Details of sales to unregistered dealers will be included (B2C Others). Sales of less than 2.5 lakhs within and between states must be mentioned. In a consolidated summary, intra-state sales can be mentioned. State-by-state interstate sales must be mentioned.
This heading will include any changes in B2B and B2C Large details from previous months. Original debit and credit notes from the previous month will be provided here. Changes to invoices and issued debit and credit notes will also appear here. Original details must be mentioned in the case of revisions.
This section will detail changes in B2C sales from previous months (originally disclosed in Table 7). In a consolidated summary, intra-state sales can be mentioned. State-by-state interstate sales must be mentioned.
1. On account of outward supply: This subheading will detail the current month's tax liability for outward supplies.
2. Because the differential ITC in Table 4 is negative:
This will include any additional tax due to the reversal of ITC (i.e., differential ITC being negative) on any changes to earlier months' imports (Table 4).
This section will contain the details of the tax you paid during the month. The IGST, CGST, SGST, and Cess will be broken down. The taxpayer has the option of paying in cash or using the ITC.

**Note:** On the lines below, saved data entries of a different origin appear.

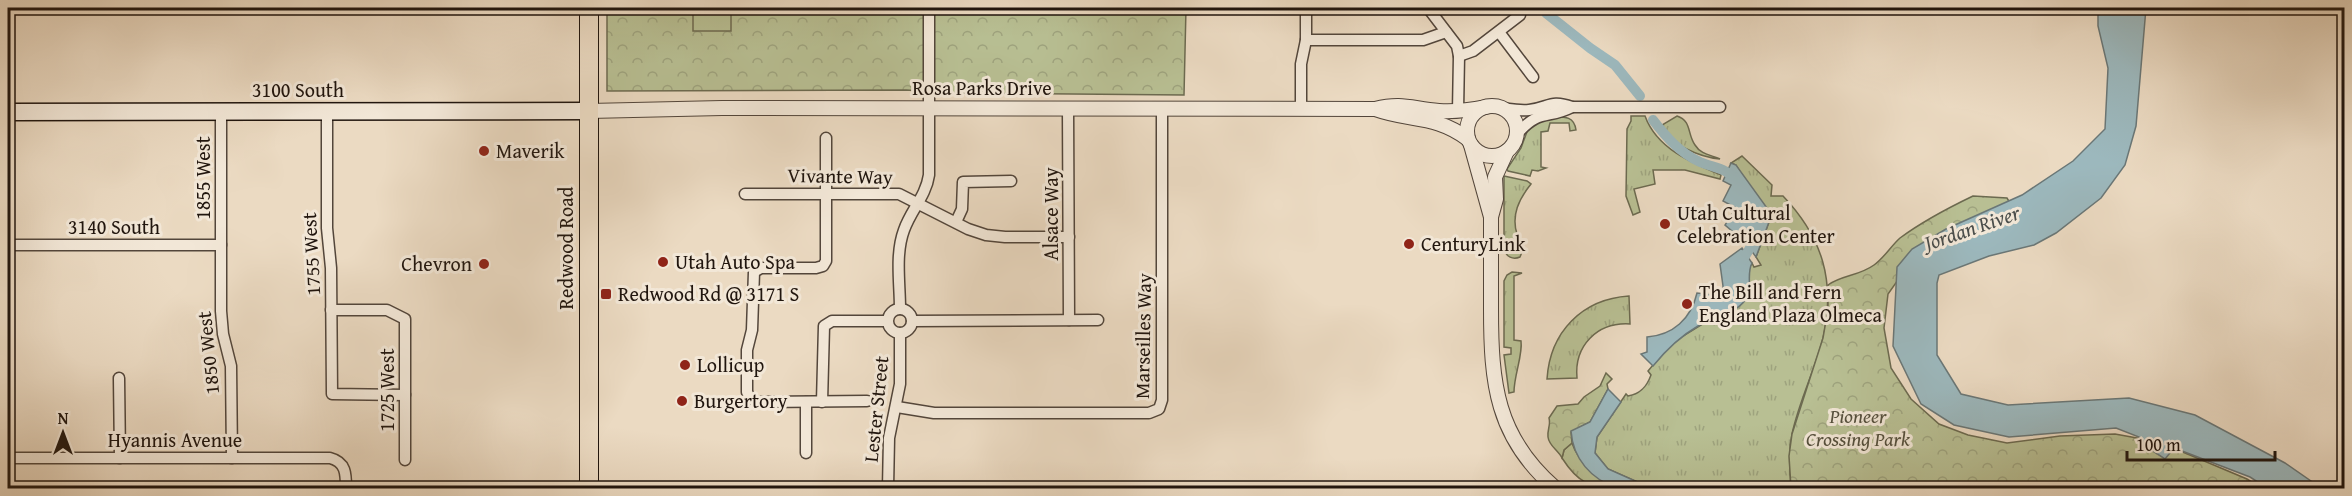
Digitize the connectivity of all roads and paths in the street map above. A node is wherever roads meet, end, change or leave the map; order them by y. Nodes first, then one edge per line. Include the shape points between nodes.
1 (589, 8) edge
2 (929, 8) edge
3 (1306, 8) edge
4 (1428, 8) edge
5 (1520, 15) dead end
6 (1446, 32) junction
7 (1498, 32) junction
8 (1306, 40) junction
9 (1459, 56) junction
10 (1533, 77) dead end
11 (1493, 107) junction
12 (1572, 107) junction
13 (1720, 107) dead end
14 (929, 108) junction
15 (1068, 108) junction
16 (1162, 108) junction
17 (1301, 109) junction
18 (1375, 109) junction
19 (221, 111) junction
20 (327, 111) junction
21 (589, 111) junction
22 (1458, 111) junction
23 (8, 112) edge
24 (1517, 134) junction
25 (826, 138) dead end
26 (1469, 142) junction
27 (1507, 151) junction
28 (1011, 181) dead end
29 (827, 193) junction
30 (745, 194) dead end
31 (919, 203) junction
32 (1491, 217) junction
33 (956, 222) junction
34 (1069, 237) junction
35 (8, 245) edge
36 (221, 245) junction
37 (900, 309) junction
38 (331, 310) junction
39 (1069, 320) junction
40 (1098, 320) dead end
41 (887, 321) junction
42 (912, 321) junction
43 (900, 333) junction
44 (119, 378) dead end
45 (405, 395) junction
46 (867, 401) dead end
47 (806, 402) junction
48 (822, 402) junction
49 (897, 407) junction
50 (806, 453) dead end
51 (8, 458) edge
52 (120, 458) junction
53 (232, 458) junction
54 (405, 460) dead end
55 (346, 489) edge
56 (589, 489) edge
57 (888, 489) edge
58 (1555, 489) edge

1 - 21 main road, Redwood Road
2 - 14 street
3 - 8 street
4 - 6 street
5 - 7 street
6 - 8 street via 1423,40
6 - 9 street via 1457,46
7 - 9 street via 1473,51
7 - 10 street
8 - 17 street via 1301,64
9 - 22 street
11 - 12 street, Rosa Parks Drive via 1532,110 1560,103
11 - 22 street, Rosa Parks Drive
11 - 24 street via 1511,115
11 - 26 street via 1470,119
12 - 13 street, Rosa Parks Drive
12 - 24 street, Rosa Parks Drive via 1536,117
14 - 15 street, Rosa Parks Drive
14 - 21 street, Rosa Parks Drive
14 - 31 street via 929,175
15 - 16 street, Rosa Parks Drive
15 - 34 street, Alsace Way
16 - 17 street, Rosa Parks Drive
16 - 49 street, Marseilles Way via 1159,410 934,413
17 - 18 street, Rosa Parks Drive
18 - 22 street, Rosa Parks Drive via 1394,104
18 - 26 street, Rosa Parks Drive via 1393,116 1446,124
19 - 20 main road, 3100 South
19 - 23 main road, 3100 South
19 - 36 street, 1855 West
20 - 21 main road, 3100 South
20 - 38 street, 1755 West
21 - 56 main road, Redwood Road
24 - 27 street
25 - 29 street
26 - 27 street via 1488,156
26 - 32 street
27 - 32 street via 1495,177 1496,199
28 - 33 street via 963,182 962,209
29 - 30 street, Vivante Way
29 - 31 street, Vivante Way via 899,194
29 - 47 street via 825,264 816,268 761,268 752,275 752,330 747,348 750,398 758,402
31 - 33 street, Vivante Way
31 - 37 street via 902,238
32 - 58 street via 1491,352 1496,392 1518,445
33 - 34 street, Vivante Way via 996,237
34 - 39 street, Alsace Way
35 - 36 street, 3140 South
36 - 53 street, 1850 West via 221,323 231,376
37 - 41 street via 890,313
37 - 42 street via 907,311
38 - 45 street, 1725 West via 387,310 405,319
38 - 45 street, 1755 West via 332,394
39 - 40 street
39 - 42 street
41 - 43 street via 892,330
41 - 48 street via 826,323
42 - 43 street
43 - 49 street, Lester Street
44 - 52 street
45 - 54 street, 1725 West
46 - 48 street
47 - 48 street
47 - 50 street
49 - 57 street, Lester Street via 888,450
51 - 52 street, Hyannis Avenue
52 - 53 street, Hyannis Avenue
53 - 55 street, Hyannis Avenue via 330,458 342,464

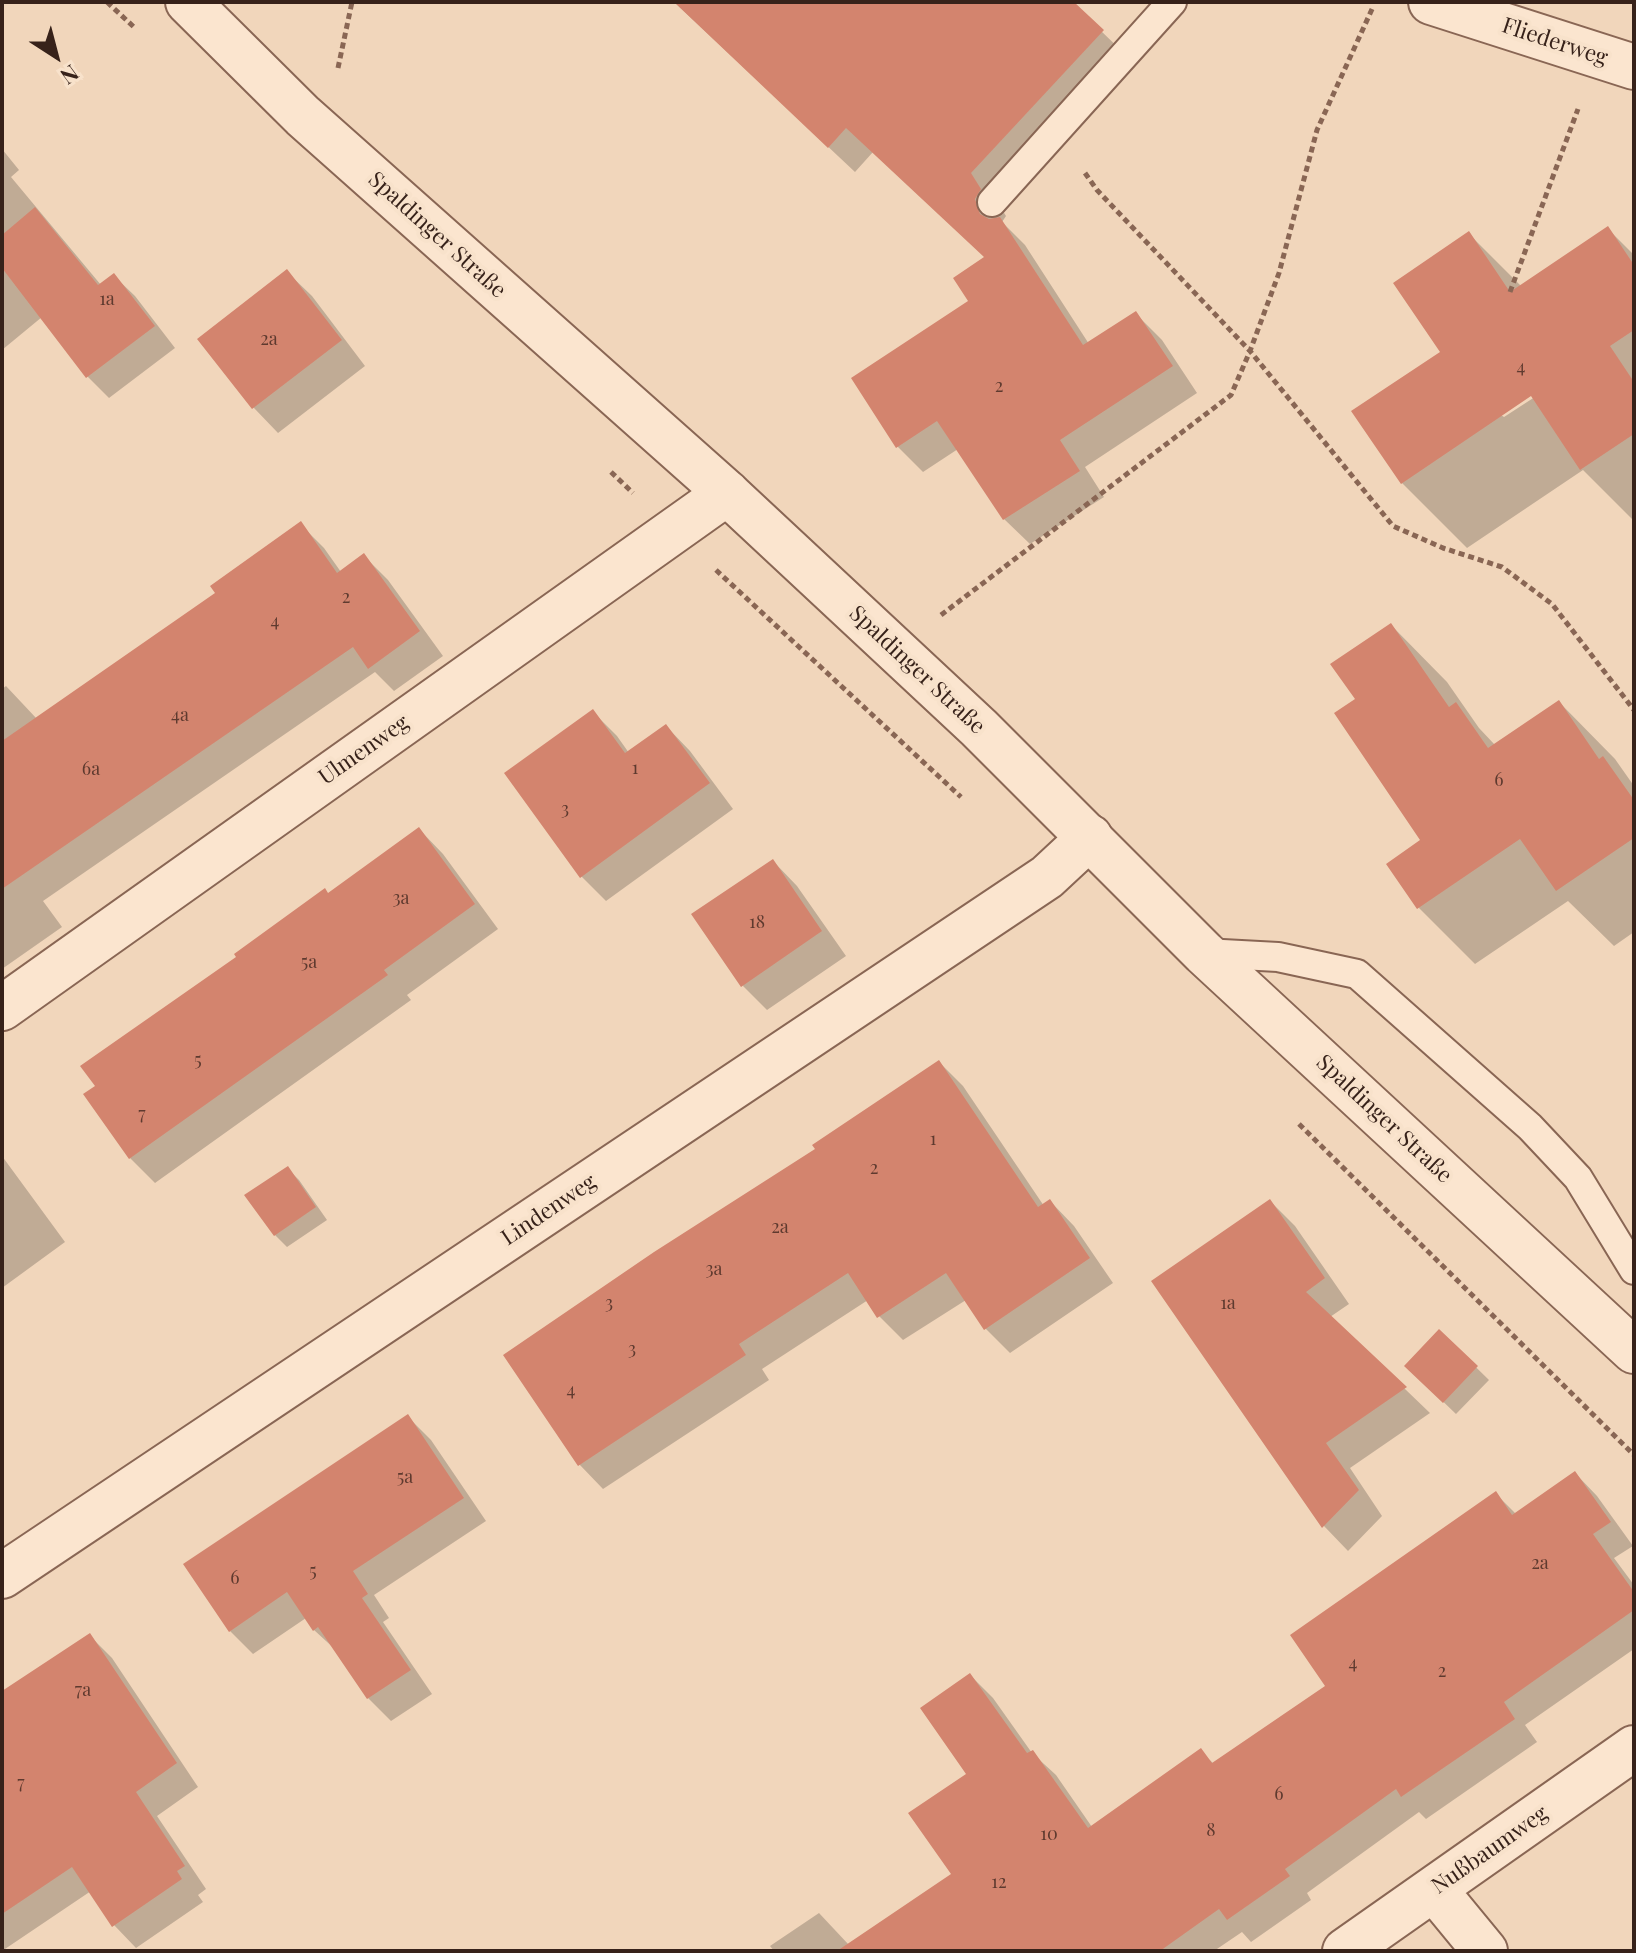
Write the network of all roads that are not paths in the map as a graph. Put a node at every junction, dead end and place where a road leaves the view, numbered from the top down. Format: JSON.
{"nodes":[{"id":1,"x":188,"y":2,"type":"edge"},
{"id":2,"x":1172,"y":2,"type":"edge"},
{"id":3,"x":1431,"y":2,"type":"edge"},
{"id":4,"x":1616,"y":61,"type":"edge"},
{"id":5,"x":992,"y":202,"type":"dead end"},
{"id":6,"x":727,"y":493,"type":"junction"},
{"id":7,"x":1090,"y":837,"type":"junction"},
{"id":8,"x":1204,"y":953,"type":"junction"},
{"id":9,"x":2,"y":1008,"type":"edge"},
{"id":10,"x":1634,"y":1270,"type":"edge"},
{"id":11,"x":1634,"y":1351,"type":"edge"},
{"id":12,"x":2,"y":1576,"type":"edge"},
{"id":13,"x":1634,"y":1748,"type":"edge"},
{"id":14,"x":1434,"y":1889,"type":"junction"},
{"id":15,"x":1345,"y":1951,"type":"edge"},
{"id":16,"x":1485,"y":1951,"type":"edge"}],
"edges":[{"from":1,"to":6,"type":"street","name":"Spaldinger Straße"},
{"from":2,"to":5,"type":"lane"},
{"from":3,"to":4,"type":"street","name":"Fliederweg"},
{"from":6,"to":7,"type":"street","name":"Spaldinger Straße"},
{"from":6,"to":9,"type":"street","name":"Ulmenweg"},
{"from":7,"to":8,"type":"street","name":"Spaldinger Straße"},
{"from":7,"to":12,"type":"street","name":"Lindenweg"},
{"from":8,"to":10,"type":"lane"},
{"from":8,"to":11,"type":"street","name":"Spaldinger Straße"},
{"from":13,"to":14,"type":"street","name":"Nußbaumweg"},
{"from":14,"to":15,"type":"street","name":"Nußbaumweg"},
{"from":14,"to":16,"type":"street"}]}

This heading will detail the amount of interest and late fees due and paid as a result of the return's late filing.
All refunds received into the electronic cash ledger will be listed under this heading. A dropdown menu allows the NR to choose which bank account the refund should be sent to.
This will display the debit entries in the electronic cash ledger, which are cash outflows for tax, interest, and late fees. It is filled in after the tax is paid and the return is submitted.
Finally, the authorised signatory verifies the return. A representative of the NR, the authorised signatory, must be a resident of India with a valid PAN.